Section 48 reads as follows:

48. Rights of Patentees –

Subject to the other provisions contained in this Act and the conditions specified in section 47, a patent granted under this Act shall confer upon the patentee—

  1. where the subject matter of the patent is a product, the exclusive right to prevent third parties, who do not have his consent, from the act of making, using, offering for sale, selling or importing for those purposes that product in India;
  2. where the subject matter of the patent is a process, the exclusive right to prevent third parties, who do not have his consent, from the act of using that process, and from the act of using, offering for sale, selling or importing for those purposes the product obtained directly by that process in India.
For more information about this answer please contact: Essenese Obhan from Obhan & Associates
6.2
Does your jurisdiction apply the doctrine of equivalents?
 
India
the ‘pith and marrow’ test.

In Raj Prakash v Mangat Ram Chowdhury (1978) AIR Delhi 1, it was held that the court ought to look at the pith and marrow of the invention. The court also held that a person is guilty of infringement if it makes what is in substance the equivalent of the patented article. It further held that “some trifling or unessential variation” must be ignored.

For more information about this answer please contact: Essenese Obhan from Obhan & Associates
6.3
Can a party be liable if the patent infringement takes place outside the jurisdiction?
 
India
The rights of a patent owner include the right to prevent importation of the patented product or a product directly obtained by the patented process, and to prevent manufacture for export of the product and subsequent sale outside India. A party may thus be liable for patent infringement in either of these situations.

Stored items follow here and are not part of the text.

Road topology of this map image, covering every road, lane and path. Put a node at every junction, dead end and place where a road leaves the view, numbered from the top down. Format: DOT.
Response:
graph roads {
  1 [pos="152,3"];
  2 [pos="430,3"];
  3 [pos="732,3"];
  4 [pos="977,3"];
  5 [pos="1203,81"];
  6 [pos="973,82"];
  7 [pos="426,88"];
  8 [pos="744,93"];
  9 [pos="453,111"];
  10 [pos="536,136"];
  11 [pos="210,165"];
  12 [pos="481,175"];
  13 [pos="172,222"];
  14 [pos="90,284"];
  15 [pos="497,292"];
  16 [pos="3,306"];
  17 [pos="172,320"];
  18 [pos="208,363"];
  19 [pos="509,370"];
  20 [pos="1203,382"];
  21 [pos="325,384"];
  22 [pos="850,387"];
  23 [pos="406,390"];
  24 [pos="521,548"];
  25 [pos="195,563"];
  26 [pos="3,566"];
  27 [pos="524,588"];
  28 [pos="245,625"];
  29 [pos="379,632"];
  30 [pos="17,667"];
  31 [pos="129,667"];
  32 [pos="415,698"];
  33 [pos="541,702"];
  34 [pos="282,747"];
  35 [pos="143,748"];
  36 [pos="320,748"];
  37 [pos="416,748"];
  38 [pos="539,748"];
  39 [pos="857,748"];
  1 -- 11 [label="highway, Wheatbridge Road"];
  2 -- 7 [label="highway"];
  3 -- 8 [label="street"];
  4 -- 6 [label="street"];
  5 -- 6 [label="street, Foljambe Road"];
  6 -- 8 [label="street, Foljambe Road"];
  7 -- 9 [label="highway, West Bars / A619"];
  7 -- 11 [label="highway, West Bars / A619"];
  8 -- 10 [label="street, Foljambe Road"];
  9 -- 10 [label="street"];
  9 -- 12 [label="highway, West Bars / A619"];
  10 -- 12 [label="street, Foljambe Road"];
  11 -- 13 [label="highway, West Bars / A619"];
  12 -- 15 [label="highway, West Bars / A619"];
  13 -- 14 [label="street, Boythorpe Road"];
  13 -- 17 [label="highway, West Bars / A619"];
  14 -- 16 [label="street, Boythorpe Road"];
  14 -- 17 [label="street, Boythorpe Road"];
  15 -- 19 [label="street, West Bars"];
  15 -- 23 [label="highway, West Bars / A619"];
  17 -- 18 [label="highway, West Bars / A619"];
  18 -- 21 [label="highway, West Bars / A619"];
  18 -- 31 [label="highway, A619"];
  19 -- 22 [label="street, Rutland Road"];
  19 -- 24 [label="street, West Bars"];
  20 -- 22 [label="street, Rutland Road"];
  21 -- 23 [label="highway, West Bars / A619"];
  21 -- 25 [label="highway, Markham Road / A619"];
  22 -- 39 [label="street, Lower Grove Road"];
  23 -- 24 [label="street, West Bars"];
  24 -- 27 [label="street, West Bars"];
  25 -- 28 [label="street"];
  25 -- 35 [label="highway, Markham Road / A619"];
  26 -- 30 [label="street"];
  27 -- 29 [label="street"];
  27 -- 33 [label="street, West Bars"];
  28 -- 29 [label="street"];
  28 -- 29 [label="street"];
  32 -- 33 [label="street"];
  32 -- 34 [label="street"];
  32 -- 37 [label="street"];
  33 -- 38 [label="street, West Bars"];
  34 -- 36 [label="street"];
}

For more information about this answer please contact: Essenese Obhan from Obhan & Associates
6.4
What are the standards for wilful infringement?
 
India
There is no mention of the concept of wilful or intentional patent infringement under the Patents Act. However, Section 111 of the Patents Act states that in a patent infringement suit, damages or an account of profits shall not be granted against a defendant which proves that, at the date of the infringement, it was unaware and had no reasonable grounds to believe that the patent existed. Section 111(4) clarifies that nothing in this section shall affect the power of the court to grant an injunction in any patent infringement suit.

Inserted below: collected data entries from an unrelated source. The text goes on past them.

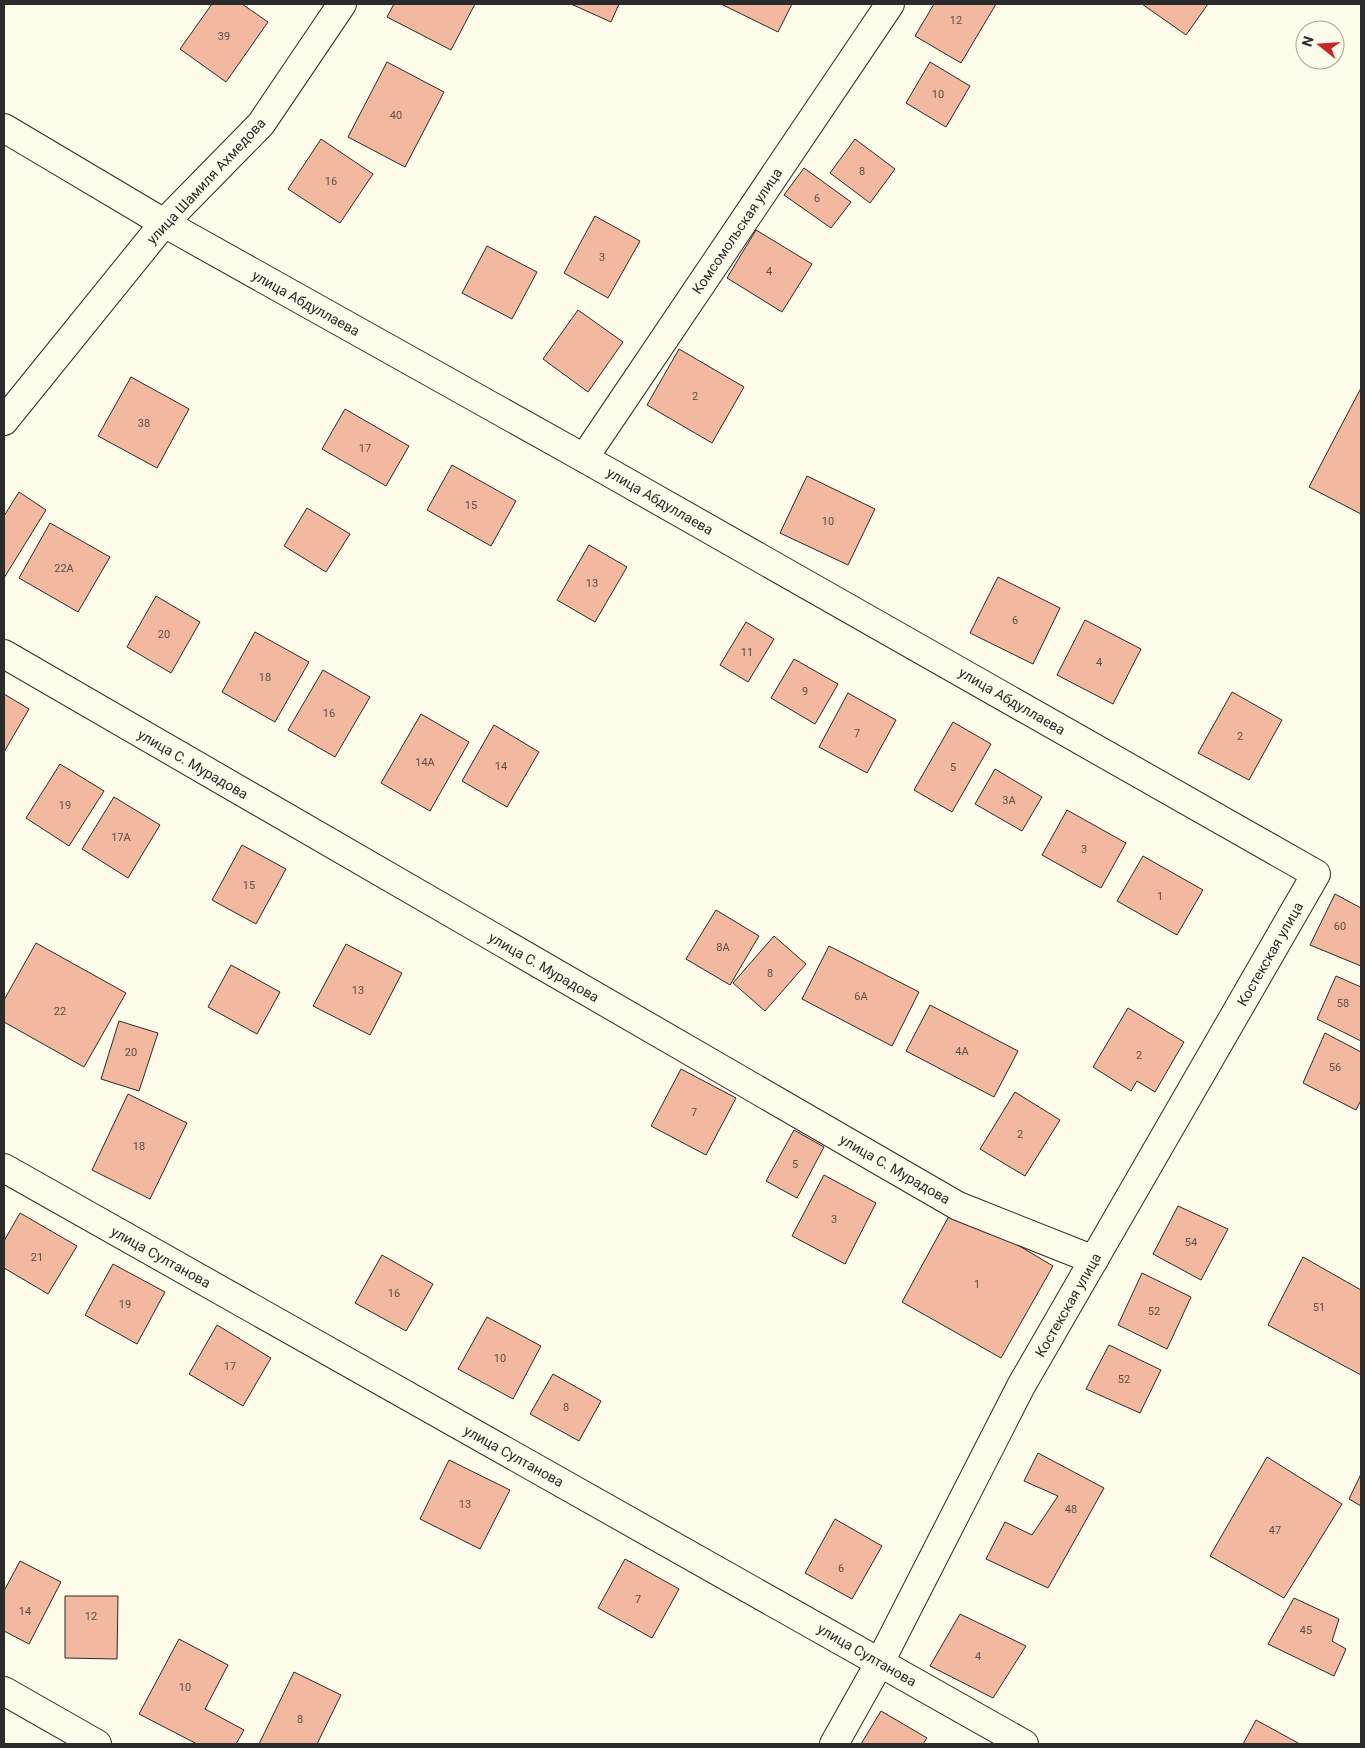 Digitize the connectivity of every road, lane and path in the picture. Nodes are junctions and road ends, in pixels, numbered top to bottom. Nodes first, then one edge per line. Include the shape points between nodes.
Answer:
1 (342, 4) edge
2 (890, 4) edge
3 (4, 128) edge
4 (164, 223) junction
5 (4, 421) edge
6 (584, 458) junction
7 (4, 654) edge
8 (1316, 874) joint
9 (4, 1168) edge
10 (1094, 1260) junction
11 (880, 1662) junction
12 (4, 1691) edge
13 (97, 1744) edge
14 (834, 1744) edge
15 (1024, 1744) edge

1 - 4 street, улица Шамиля Ахмедова via 262,124
2 - 6 street, Комсомольская улица
3 - 4 street, улица Абдуллаева
4 - 5 street, улица Шамиля Ахмедова
4 - 6 street, улица Абдуллаева
6 - 8 street, улица Абдуллаева
7 - 10 street, улица С. Мурадова via 958,1206
8 - 10 street, Костекская улица
9 - 11 street, улица Султанова
10 - 11 street, Костекская улица via 1022,1386
11 - 14 street, Костекская улица
11 - 15 street, улица Султанова
12 - 13 street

However, in Hindustan Unilever Limited v Reckitt Benckiser India Limited (2005 (30) PTC 3 (Del)), while adjudicating on a case of disparagement through advertisements, the Delhi High Court, dealing with the issue of punitive/exemplary damages, held as follows,

68. …, the defendant clearly was aware about its
wrong doing and the harm which would ensue to HUL because of the published
disparagement. Yet it went ahead and aired it in almost all the national and a large number of regional channels with repetitiveness. The deliberation points at an aim to denigrate the plaintiffs product and harm its reputation. At no stage did it-even in these proceedings-offer to make amends. In the circumstances, the ward of punitive damages was warranted. … Having regard to all these circumstances, the court is of opinion that the award of Rs. 5 lakhs as exemplary damages in the facts of this case was justified and not disproportionate; it is accordingly upheld.”

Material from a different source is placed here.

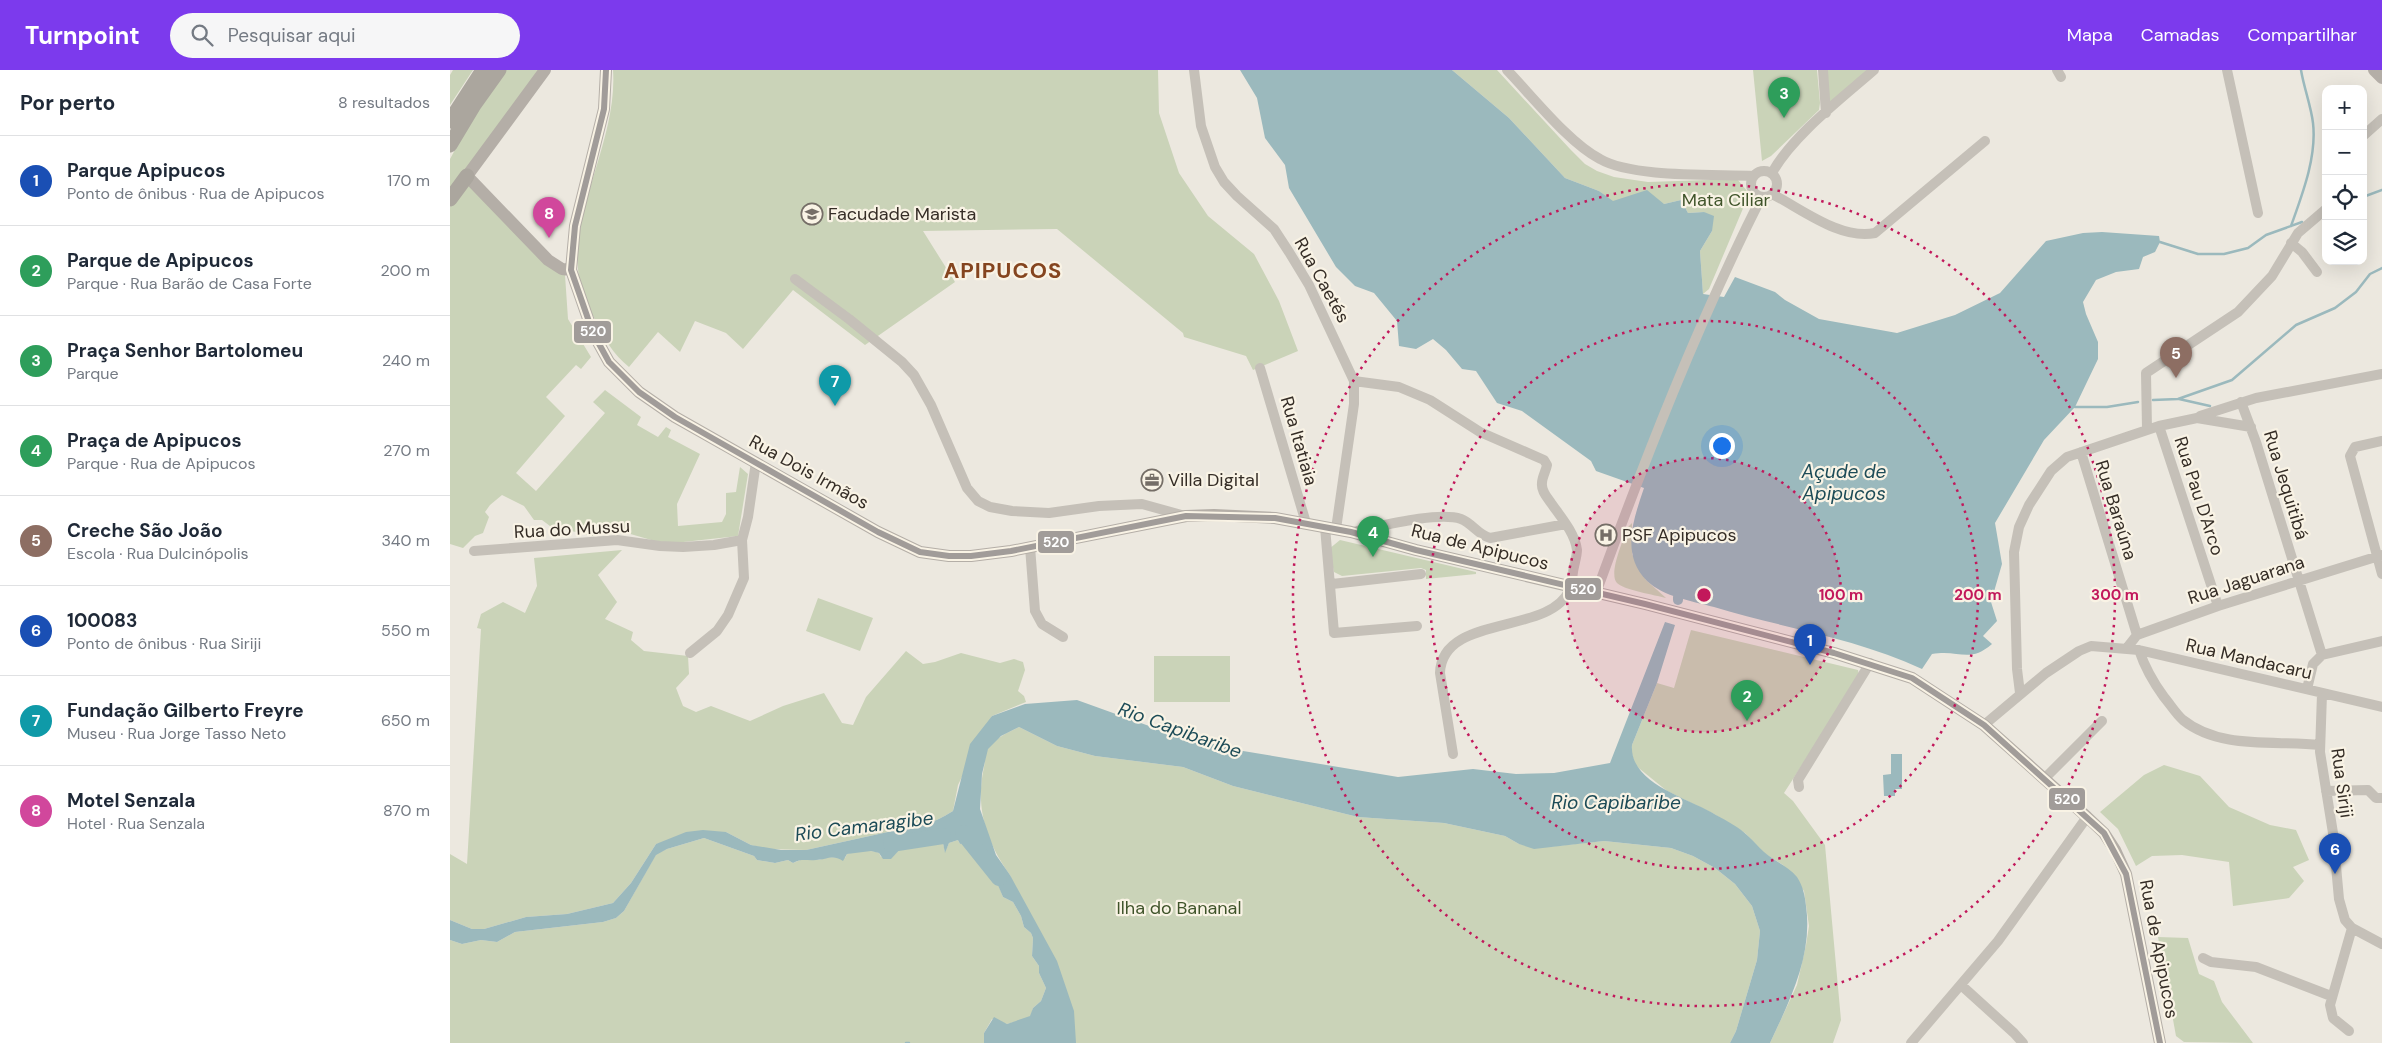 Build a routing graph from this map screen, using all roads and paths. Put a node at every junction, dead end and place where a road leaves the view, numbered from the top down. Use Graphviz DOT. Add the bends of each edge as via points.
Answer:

While this judgment does not set out the standard to ascertain wilful infringement of a patent, it did hold that the defendant’s conduct amounted to wilful violation of rights and awarded exemplary damages on that basis.

Therefore, wilful infringement of a patent, if proved, could attract punitive damages over and above compensatory damages.

For more information about this answer please contact: Essenese Obhan from Obhan & Associates
6.5
Which parties can bring an infringement action?
 
India
An infringement action can be instituted by either the patent owner or an exclusive licensee. An exclusive licensee can file an infringement action in respect of any infringement of the patent committed after the date of the licence.

In any suit for infringement of a patent by the holder of an exclusive licence, the patent owner shall, unless it has joined as a plaintiff in the suit, be added as a defendant. However, a patent owner so added as defendant shall not be liable for any costs, unless it enters an appearance and takes part in the proceedings. (Section 109(2)).

Further, an assignee in whose favour a registered assignment deed has been executed in compliance with Sections 68 and 69 of the Patents Act also has standing to file suit for infringement.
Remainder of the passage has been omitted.